» Description of the task: Give only the number of lines below that contain the word "this".

Stored data entries:

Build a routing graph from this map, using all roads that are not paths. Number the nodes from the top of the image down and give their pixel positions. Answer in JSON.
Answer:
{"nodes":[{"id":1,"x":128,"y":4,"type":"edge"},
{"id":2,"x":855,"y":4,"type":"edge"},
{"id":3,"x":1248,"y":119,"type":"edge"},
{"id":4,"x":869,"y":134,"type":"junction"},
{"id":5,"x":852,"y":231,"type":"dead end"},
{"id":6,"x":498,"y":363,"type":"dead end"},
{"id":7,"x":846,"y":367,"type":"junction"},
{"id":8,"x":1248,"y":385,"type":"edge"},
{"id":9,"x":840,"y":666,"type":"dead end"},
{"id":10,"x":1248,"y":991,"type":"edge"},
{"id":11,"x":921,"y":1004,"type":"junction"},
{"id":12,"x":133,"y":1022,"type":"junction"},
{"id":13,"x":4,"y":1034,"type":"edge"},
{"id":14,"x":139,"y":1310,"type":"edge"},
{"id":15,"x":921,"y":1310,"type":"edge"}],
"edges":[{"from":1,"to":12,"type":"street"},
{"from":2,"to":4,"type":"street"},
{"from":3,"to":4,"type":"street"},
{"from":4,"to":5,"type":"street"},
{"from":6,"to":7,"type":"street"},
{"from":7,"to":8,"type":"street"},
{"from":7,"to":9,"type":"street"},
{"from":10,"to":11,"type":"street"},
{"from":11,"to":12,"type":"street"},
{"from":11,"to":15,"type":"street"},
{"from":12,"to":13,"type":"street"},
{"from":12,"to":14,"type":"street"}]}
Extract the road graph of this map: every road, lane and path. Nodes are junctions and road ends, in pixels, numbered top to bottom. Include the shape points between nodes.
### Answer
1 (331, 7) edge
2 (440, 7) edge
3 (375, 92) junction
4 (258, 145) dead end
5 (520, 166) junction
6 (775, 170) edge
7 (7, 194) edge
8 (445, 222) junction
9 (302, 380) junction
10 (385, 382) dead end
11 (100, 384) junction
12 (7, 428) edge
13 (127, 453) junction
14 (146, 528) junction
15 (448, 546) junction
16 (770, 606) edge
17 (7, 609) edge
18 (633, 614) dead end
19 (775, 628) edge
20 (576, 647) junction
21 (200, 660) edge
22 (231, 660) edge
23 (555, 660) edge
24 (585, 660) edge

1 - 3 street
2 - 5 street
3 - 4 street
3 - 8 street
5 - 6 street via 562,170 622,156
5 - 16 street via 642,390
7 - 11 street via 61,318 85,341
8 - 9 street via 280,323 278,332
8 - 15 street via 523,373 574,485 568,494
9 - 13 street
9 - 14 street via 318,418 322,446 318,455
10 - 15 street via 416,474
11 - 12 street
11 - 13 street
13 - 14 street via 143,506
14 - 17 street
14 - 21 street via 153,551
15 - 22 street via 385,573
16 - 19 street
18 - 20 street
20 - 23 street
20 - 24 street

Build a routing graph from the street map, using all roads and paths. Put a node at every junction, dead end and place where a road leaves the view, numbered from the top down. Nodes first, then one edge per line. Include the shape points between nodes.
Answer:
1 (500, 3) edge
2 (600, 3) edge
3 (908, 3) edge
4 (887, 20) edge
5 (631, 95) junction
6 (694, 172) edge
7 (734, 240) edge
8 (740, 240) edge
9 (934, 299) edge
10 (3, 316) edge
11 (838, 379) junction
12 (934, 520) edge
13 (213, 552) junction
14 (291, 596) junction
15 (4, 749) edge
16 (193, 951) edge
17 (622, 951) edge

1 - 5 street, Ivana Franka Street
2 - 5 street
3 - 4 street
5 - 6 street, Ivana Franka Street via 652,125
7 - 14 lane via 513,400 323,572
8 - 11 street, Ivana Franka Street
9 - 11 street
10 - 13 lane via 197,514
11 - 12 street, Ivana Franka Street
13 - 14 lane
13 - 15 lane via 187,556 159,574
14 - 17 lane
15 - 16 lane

» Reply to the exercise: 2